[Task brief]
Your output must be a faithful copy of the listing underneath.

[Entries supplied]
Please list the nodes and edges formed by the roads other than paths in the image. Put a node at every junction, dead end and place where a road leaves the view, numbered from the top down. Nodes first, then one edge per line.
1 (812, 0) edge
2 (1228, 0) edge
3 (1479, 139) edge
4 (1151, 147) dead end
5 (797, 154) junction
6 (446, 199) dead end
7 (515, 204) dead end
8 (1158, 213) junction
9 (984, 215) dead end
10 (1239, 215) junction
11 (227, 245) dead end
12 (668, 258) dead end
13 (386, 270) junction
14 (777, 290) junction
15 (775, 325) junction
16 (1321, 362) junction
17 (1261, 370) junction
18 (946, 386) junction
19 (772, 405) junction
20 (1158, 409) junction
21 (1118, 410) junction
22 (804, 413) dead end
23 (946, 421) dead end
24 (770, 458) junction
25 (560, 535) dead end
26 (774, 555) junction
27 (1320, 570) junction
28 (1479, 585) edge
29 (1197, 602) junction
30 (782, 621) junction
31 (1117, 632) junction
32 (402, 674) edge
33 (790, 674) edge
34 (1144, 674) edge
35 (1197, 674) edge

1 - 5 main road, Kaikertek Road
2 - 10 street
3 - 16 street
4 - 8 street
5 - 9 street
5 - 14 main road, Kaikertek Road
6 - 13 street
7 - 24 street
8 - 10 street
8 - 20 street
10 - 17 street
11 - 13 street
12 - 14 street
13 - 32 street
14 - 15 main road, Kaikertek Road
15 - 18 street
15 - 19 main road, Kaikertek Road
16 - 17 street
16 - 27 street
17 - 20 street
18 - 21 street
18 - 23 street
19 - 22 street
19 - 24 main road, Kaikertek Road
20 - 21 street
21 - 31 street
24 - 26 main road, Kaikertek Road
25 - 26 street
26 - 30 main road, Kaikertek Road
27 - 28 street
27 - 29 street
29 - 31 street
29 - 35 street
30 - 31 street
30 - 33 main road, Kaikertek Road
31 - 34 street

[Answer to the problem]
Please list the nodes and edges formed by the roads other than paths in the image. Put a node at every junction, dead end and place where a road leaves the view, numbered from the top down. Nodes first, then one edge per line.
1 (812, 0) edge
2 (1228, 0) edge
3 (1479, 139) edge
4 (1151, 147) dead end
5 (797, 154) junction
6 (446, 199) dead end
7 (515, 204) dead end
8 (1158, 213) junction
9 (984, 215) dead end
10 (1239, 215) junction
11 (227, 245) dead end
12 (668, 258) dead end
13 (386, 270) junction
14 (777, 290) junction
15 (775, 325) junction
16 (1321, 362) junction
17 (1261, 370) junction
18 (946, 386) junction
19 (772, 405) junction
20 (1158, 409) junction
21 (1118, 410) junction
22 (804, 413) dead end
23 (946, 421) dead end
24 (770, 458) junction
25 (560, 535) dead end
26 (774, 555) junction
27 (1320, 570) junction
28 (1479, 585) edge
29 (1197, 602) junction
30 (782, 621) junction
31 (1117, 632) junction
32 (402, 674) edge
33 (790, 674) edge
34 (1144, 674) edge
35 (1197, 674) edge

1 - 5 main road, Kaikertek Road
2 - 10 street
3 - 16 street
4 - 8 street
5 - 9 street
5 - 14 main road, Kaikertek Road
6 - 13 street
7 - 24 street
8 - 10 street
8 - 20 street
10 - 17 street
11 - 13 street
12 - 14 street
13 - 32 street
14 - 15 main road, Kaikertek Road
15 - 18 street
15 - 19 main road, Kaikertek Road
16 - 17 street
16 - 27 street
17 - 20 street
18 - 21 street
18 - 23 street
19 - 22 street
19 - 24 main road, Kaikertek Road
20 - 21 street
21 - 31 street
24 - 26 main road, Kaikertek Road
25 - 26 street
26 - 30 main road, Kaikertek Road
27 - 28 street
27 - 29 street
29 - 31 street
29 - 35 street
30 - 31 street
30 - 33 main road, Kaikertek Road
31 - 34 street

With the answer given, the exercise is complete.